During the first quarter, average posted prices for propane and
heating oil increased 58.2% and 46.2%, respectively.  

Retail propane gallons sold in the first quarter of fiscal 2008
decreased 9.9 million gallons, or 8.1%, to 111.9 million gallons
compared to 121.8 million gallons in the prior year quarter.  
Sales of fuel oil and refined fuels decreased 4.9 million gallons,
or 17.2%, to 23.6 million gallons during the first quarter of
fiscal 2008 compared to 28.5 million gallons in the prior year
quarter.  

Lower volumes in both segments were attributable to ongoing
customer conservation resulting from the historically high
commodity prices, the significantly warmer than normal
temperatures to start the quarter, as well as, to a lesser extent,
the affects of eliminating certain lower margin accounts which
occurred throughout much of the prior year.

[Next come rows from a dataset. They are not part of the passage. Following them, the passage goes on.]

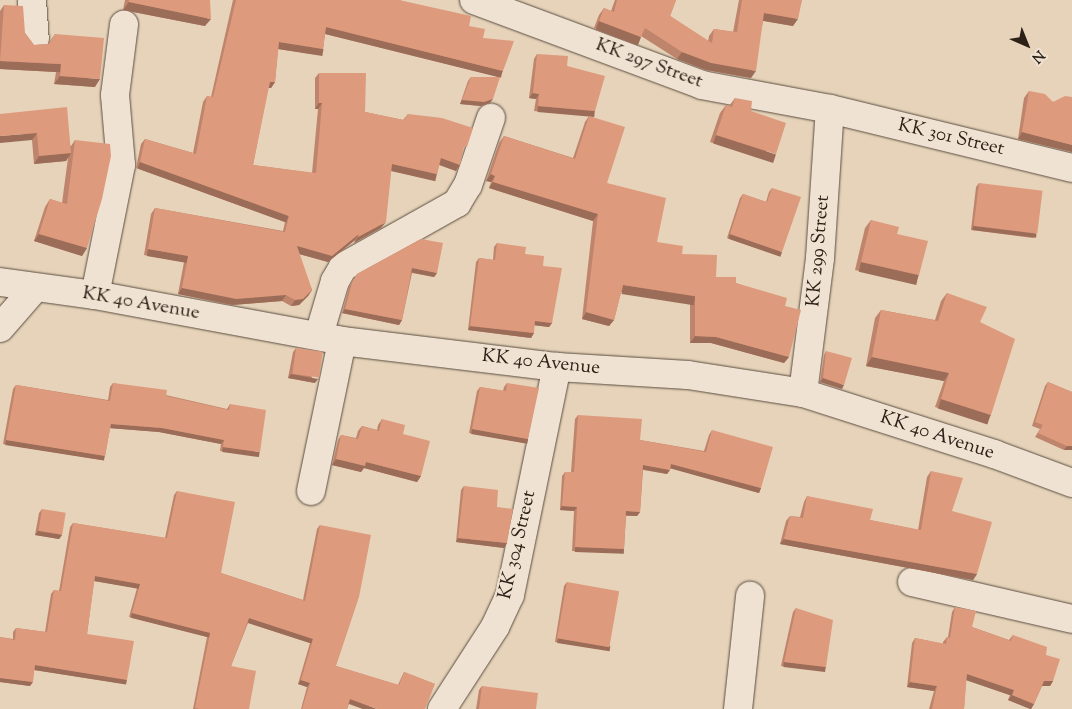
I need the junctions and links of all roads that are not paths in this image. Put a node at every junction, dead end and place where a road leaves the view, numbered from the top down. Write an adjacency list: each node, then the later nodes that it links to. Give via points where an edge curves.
1 (32, 0): 4 (street)
2 (474, 0): 5 (street, KK 297 Street, via 702,85)
3 (124, 25): 10 (street, via 115,95 121,165)
4 (35, 39)
5 (830, 109): 7 (street, KK 301 Street); 14 (street, KK 299 Street, via 820,258)
6 (491, 118): 12 (street, via 468,185 457,203 343,267 335,281)
7 (1072, 168)
8 (0, 282): 9 (street, KK 40 Avenue)
9 (35, 288): 10 (street, KK 40 Avenue); 11 (street)
10 (95, 296): 12 (street, KK 40 Avenue)
11 (0, 328)
12 (330, 338): 13 (street, KK 40 Avenue); 16 (street)
13 (556, 367): 14 (street, KK 40 Avenue, via 688,375); 20 (street, KK 304 Street, via 510,595 495,627)
14 (803, 393): 15 (street, KK 40 Avenue, via 994,454)
15 (1072, 483)
16 (311, 490)
17 (912, 582): 19 (street)
18 (750, 596): 21 (street)
19 (1072, 619)
20 (442, 709)
21 (738, 709)

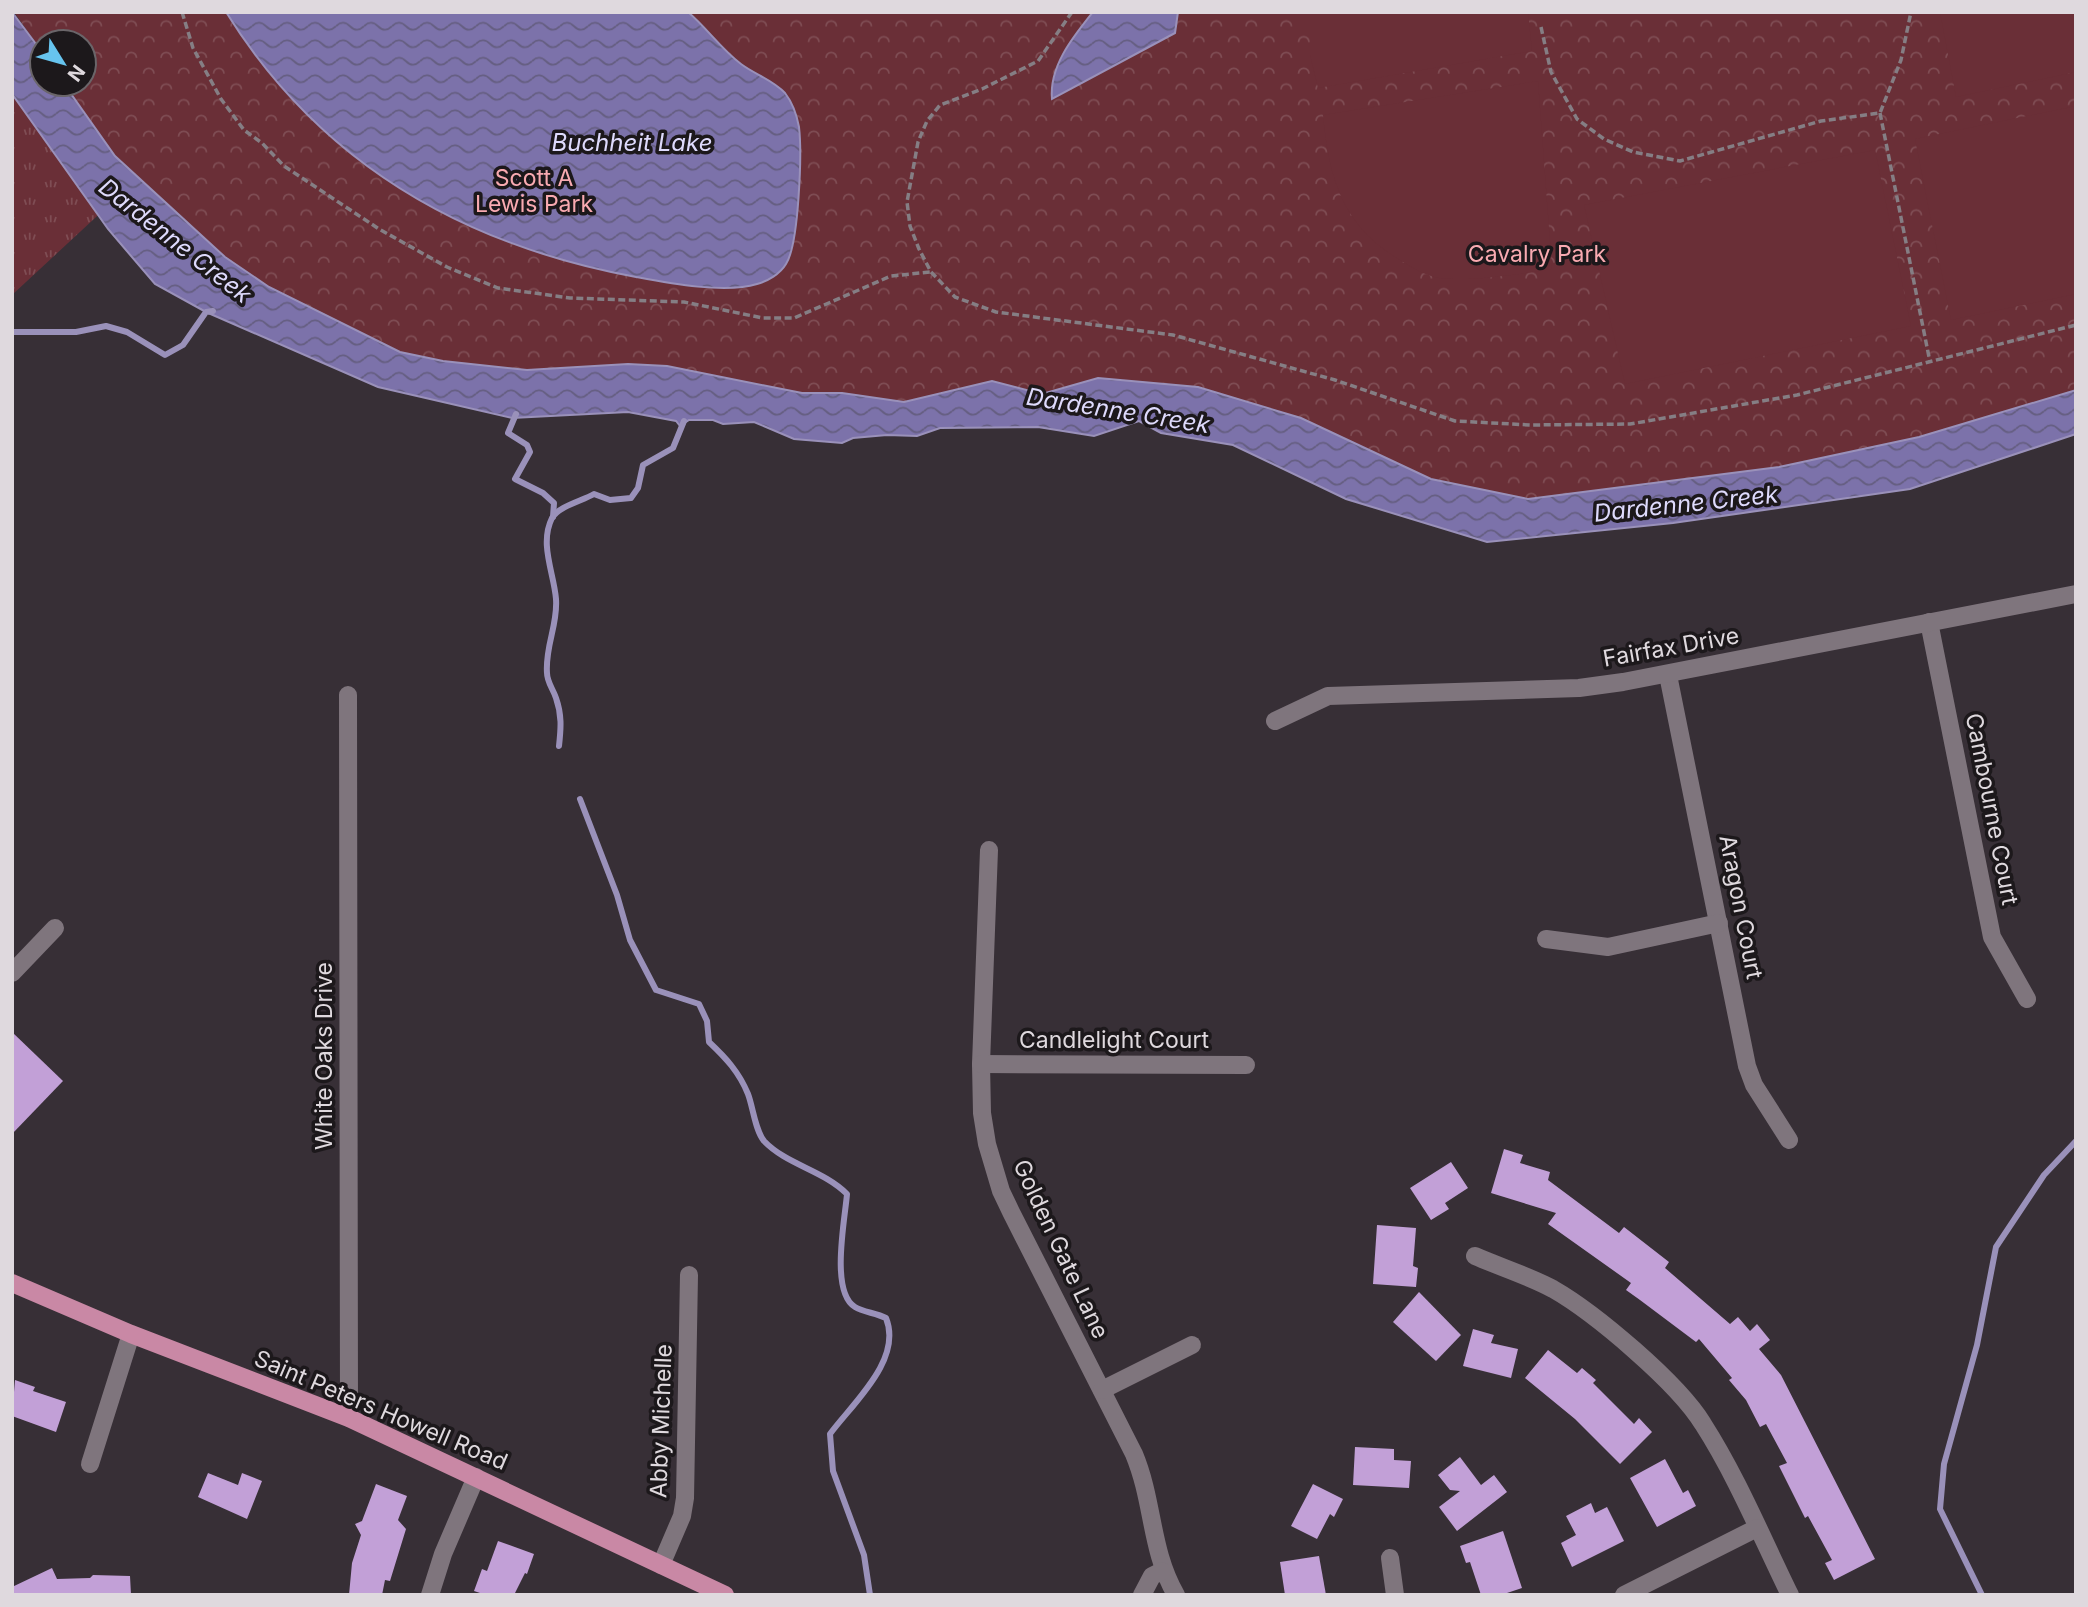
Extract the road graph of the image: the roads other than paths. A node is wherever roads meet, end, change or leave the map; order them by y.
1 (2076, 594) edge
2 (1929, 622) junction
3 (1668, 675) junction
4 (348, 695) dead end
5 (1275, 721) dead end
6 (989, 850) dead end
7 (1719, 923) junction
8 (55, 928) dead end
9 (1546, 939) dead end
10 (12, 973) edge
11 (2027, 999) dead end
12 (981, 1063) junction
13 (1246, 1065) dead end
14 (1789, 1140) dead end
15 (1475, 1256) dead end
16 (689, 1275) dead end
17 (12, 1283) edge
18 (131, 1334) junction
19 (1192, 1345) dead end
20 (1102, 1390) junction
21 (349, 1418) junction
22 (90, 1464) dead end
23 (476, 1477) junction
24 (1757, 1528) junction
25 (1390, 1558) dead end
26 (661, 1565) junction
27 (1162, 1570) junction
28 (430, 1595) edge
29 (725, 1595) edge
30 (1142, 1595) edge
31 (1176, 1595) edge
32 (1395, 1595) edge
33 (1624, 1595) edge
34 (1790, 1595) edge

1 - 2 street, Fairfax Drive
2 - 3 street, Fairfax Drive
2 - 11 street, Cambourne Court
3 - 5 street, Fairfax Drive
3 - 7 street, Aragon Court
4 - 21 street, White Oaks Drive
6 - 12 street, Golden Gate Lane
7 - 9 street
7 - 14 street, Aragon Court
8 - 10 street
12 - 13 street, Candlelight Court
12 - 20 street, Golden Gate Lane
15 - 24 street
16 - 26 street, Abby Michelle
17 - 18 main road, Saint Peters Howell Road
18 - 21 main road, Saint Peters Howell Road
18 - 22 street
19 - 20 street
20 - 27 street, Golden Gate Lane
21 - 23 main road, Saint Peters Howell Road
23 - 26 main road, Saint Peters Howell Road
23 - 28 street
24 - 33 street
24 - 34 street
25 - 32 street
26 - 29 main road, Saint Peters Howell Road
27 - 30 street
27 - 31 street, Golden Gate Lane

Revenues of $425.1 million increased $27.2 million, or 6.8%,
compared to the prior year first quarter as lower volumes were
offset by higher average selling prices associated with higher
product costs.  

Cost of products sold increased $46.8 million, or 20.3%, to
$277.7 million in the first quarter of fiscal 2008 compared to the
prior year first quarter primarily resulting from the dramatic
rise in product costs.  Cost of products sold in the first quarter
of fiscal 2008 included a $2.7 million unrealized loss  
attributable to the mark-to-market on derivative instruments,
compared to a $1.0 million unrealized loss in the prior year
quarter.

Combined operating and general and administrative expenses of
$88.5 million for the first quarter of fiscal 2008 improved
$8.1 million, or 8.4%, compared to the prior year quarter as a
result of savings in payroll and benefit related expenses and in
vehicle expenditures.  

Net interest expense decreased 8.7% to $8.4 million in the first
quarter of fiscal 2008 as a result of additional interest earned
on higher levels of invested cash.  As has been the case since
April 2006, there were no borrowings under the artnership's
working capital facility as seasonal working capital needs have
been funded through increased cash flow from operations.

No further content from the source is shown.